We already wrote tree_find in the previous section as a recursive function. Let’s refactor it into the Cursor class:

@dataclass
class Cursor:
    """Points to a specific cell within a leaf node of a B-Tree."""
    pager: Pager
    page_num: int       # always a leaf node page
    cell_num: int       # cell index within that leaf
    end_of_table: bool

    @classmethod
    def table_start(cls, pager: Pager, root_page_num: int) -> "Cursor":
        """Position the cursor at the first cell (smallest key) in the tree."""
        page_num = root_page_num
        page = pager.get_page(page_num)
        node_type = struct.unpack_from("B", page, 0)[0]

        # Descend leftmost path until we reach a leaf
        while node_type == INTERNAL_NODE_TYPE:
            # The leftmost child is cell 0's child pointer
            page_num = internal_node_child(page, 0)
            page = pager.get_page(page_num)
            node_type = struct.unpack_from("B", page, 0)[0]

        num_cells = leaf_node_num_cells(page)
        return cls(
            pager=pager,
            page_num=page_num,
            cell_num=0,
            end_of_table=(num_cells == 0),
        )

    @classmethod
    def find(cls, pager: Pager, root_page_num: int, key: int) -> "Cursor":
        """Position the cursor at the cell containing `key`, or where it would be."""
        page_num = root_page_num
        page = pager.get_page(page_num)
        node_type = struct.unpack_from("B", page, 0)[0]

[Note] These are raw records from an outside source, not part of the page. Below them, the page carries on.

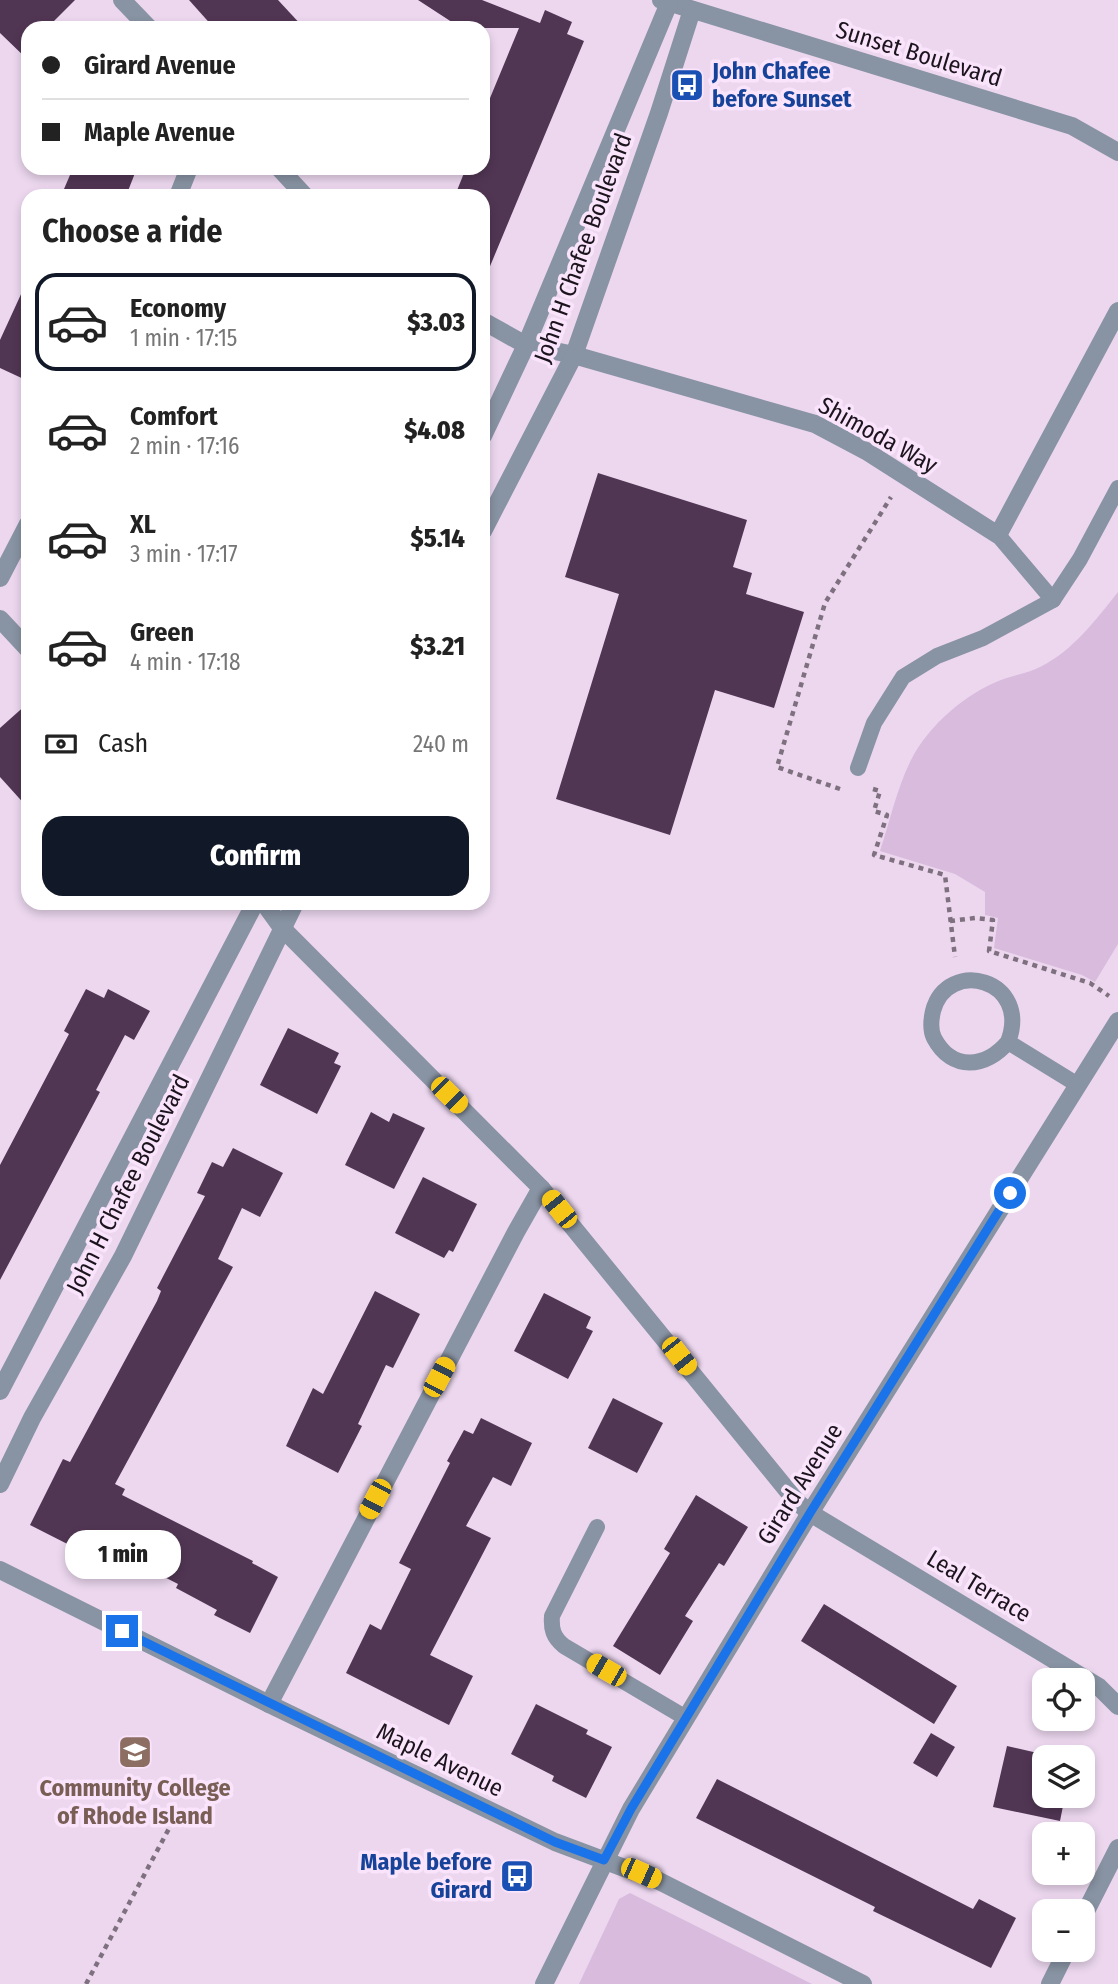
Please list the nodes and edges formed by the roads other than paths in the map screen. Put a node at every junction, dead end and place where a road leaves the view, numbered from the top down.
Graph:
1 (122, 0) edge
2 (665, 2) edge
3 (692, 10) junction
4 (142, 21) edge
5 (1118, 152) edge
6 (286, 175) edge
7 (298, 189) edge
8 (1118, 311) edge
9 (490, 325) edge
10 (526, 345) junction
11 (574, 355) junction
12 (490, 421) edge
13 (1118, 488) edge
14 (490, 517) edge
15 (998, 535) junction
16 (21, 538) edge
17 (0, 578) edge
18 (1053, 600) junction
19 (0, 618) edge
20 (21, 641) edge
21 (855, 775) road end
22 (251, 910) edge
23 (269, 910) edge
24 (291, 910) edge
25 (282, 928) junction
26 (1118, 1021) edge
27 (1008, 1042) junction
28 (1078, 1085) junction
29 (541, 1188) junction
30 (0, 1391) edge
31 (0, 1484) edge
32 (810, 1513) junction
33 (597, 1527) dead end
34 (0, 1570) edge
35 (270, 1704) junction
36 (1118, 1706) edge
37 (686, 1718) junction
38 (1118, 1847) edge
39 (604, 1860) junction
40 (1092, 1899) edge
41 (1061, 1962) edge
42 (544, 1984) edge
43 (863, 1984) edge
44 (1050, 1984) edge

1 - 4 street
2 - 3 street, Sunset Boulevard
2 - 10 street, John H Chafee Boulevard
3 - 5 street, Sunset Boulevard
3 - 11 street, John H Chafee Boulevard
6 - 7 street
8 - 15 street
9 - 10 street, Shimoda Way
10 - 11 street, Shimoda Way
10 - 12 street, John H Chafee Boulevard
11 - 14 street, John H Chafee Boulevard
11 - 15 street, Shimoda Way
13 - 18 lane
15 - 18 lane
16 - 17 street
18 - 21 lane
19 - 20 street
22 - 30 street, John H Chafee Boulevard
23 - 25 street, Leal Terrace
24 - 25 street, John H Chafee Boulevard
25 - 29 street, Leal Terrace
25 - 31 street, John H Chafee Boulevard
26 - 28 street, Girard Avenue
27 - 27 lane
27 - 28 lane
28 - 32 street, Girard Avenue
29 - 32 street, Leal Terrace
29 - 35 street
32 - 36 street, Leal Terrace
32 - 37 street, Girard Avenue
33 - 37 lane
34 - 35 street, Maple Avenue
35 - 39 street, Maple Avenue
37 - 39 street, Girard Avenue
38 - 40 street
39 - 42 street, Girard Avenue
39 - 43 street, Maple Avenue
41 - 44 street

        # Descend through internal nodes
        while node_type == INTERNAL_NODE_TYPE:
            page_num = internal_node_find_child(page, key)
            page = pager.get_page(page_num)
            node_type = struct.unpack_from("B", page, 0)[0]

        # Now at a leaf — binary search for the key
        num_cells = leaf_node_num_cells(page)
        index = leaf_node_find(page, key)
        return cls(
            pager=pager,
            page_num=page_num,
            cell_num=index,
            end_of_table=(index >= num_cells),
        )

Both table_start and find use iterative descent instead of recursion. This avoids stack depth issues for deep trees (though depth rarely exceeds 3-4 in practice).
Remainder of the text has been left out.